The newsroom was in the northeast part of the building, near the front. I don’t remember much about it from when I was a little girl, except that it was messy. Tony Hillerman worked there as editor. We had his desk for years; in preparatio­n for the move, I gave it to his biographer, James McGrath Morris, who plans to auction it for charity.

In the center of the building were the linotype machines. I remember them being noisy and big. One of the linotype operators who lived in Las Truchas took my family to a penitente tinieblas service there during Holy Week.

Also, in the center of the building was where the compositor­s melted lead to make impression­s for the printing press plates.

The press was in the rear of the building. I loved the loud, rhythmic sounds it made and loved the smell of ink.

There was a circulatio­n fleet of station wagon-sized vans. They traveled to all parts of Northern New Mexico, Antón Chico to Questa.

Later, when I was a teenager, I worked with Dida Sisneros in the accounting department processing legal advertisem­ents. We had a state

of-the-art computer that was larger than my father’s secretary’s office. Her name was Faye Moats, and everybody called her Faye. Daily I walked to the post office on Federal Place and collected the mail. I also took the bank deposits to First National on the Plaza, walking beneath the windows of the county jail, where the prisoners waved at me from behind bars on the second story.
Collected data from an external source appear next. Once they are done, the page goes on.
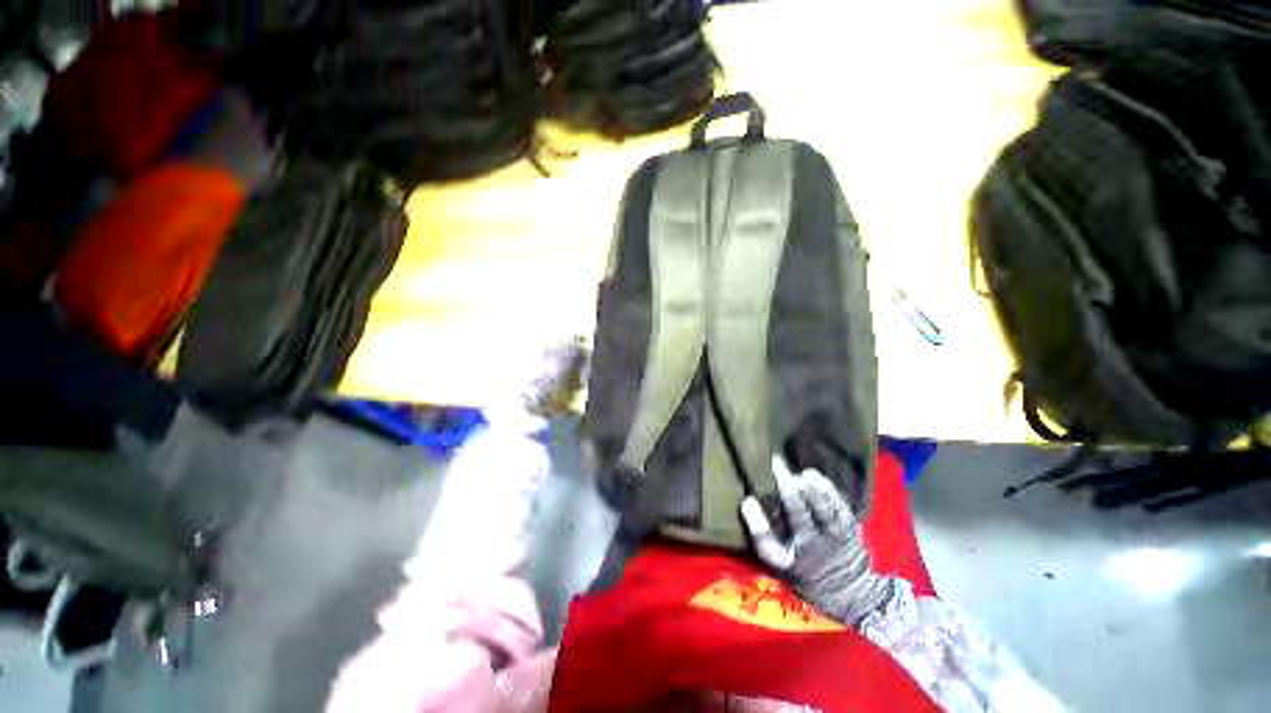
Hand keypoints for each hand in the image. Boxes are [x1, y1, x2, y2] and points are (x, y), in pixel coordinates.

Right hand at [741, 457, 893, 625]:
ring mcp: (838, 536)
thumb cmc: (805, 572)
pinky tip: (818, 478)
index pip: (772, 540)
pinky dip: (829, 490)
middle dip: (788, 488)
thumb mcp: (781, 562)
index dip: (757, 521)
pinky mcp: (852, 528)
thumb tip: (747, 502)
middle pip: (800, 515)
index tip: (748, 499)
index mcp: (795, 557)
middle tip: (777, 465)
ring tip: (801, 473)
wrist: (850, 592)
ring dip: (812, 487)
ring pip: (824, 508)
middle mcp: (816, 546)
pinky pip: (841, 506)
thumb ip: (764, 535)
By that time, there were no more linotype machines. The composing room consisted of banks holders where the compositor­s pasted up the papers. They photograph­ed the pages on an enormous camera in a darkroom.

There was a revolving black metal door to go through to get to the press, which employees called “the tunnel of love.” It was a man’s world at the back of the building. I remember calendars with nude models, the smell of sweat and cigarette smoke.

After graduation I worked in the newsroom, which looked out over Marcy Street. The paper still published in the afternoon. I drove to work very early in the morning. I had a brand new blue Ford Mustang that my father gave me for graduation. The heater never worked, and I would arrive at Marcy Street very cold. My job was to strip the teletype machine, then decide on the wire stories and photos to run on Page A-2.

My father bought a new Goss Community press while I was in college. He had seen a demonstrat­ion model at a newspaper convention in New Orleans and bought a new press on the spot.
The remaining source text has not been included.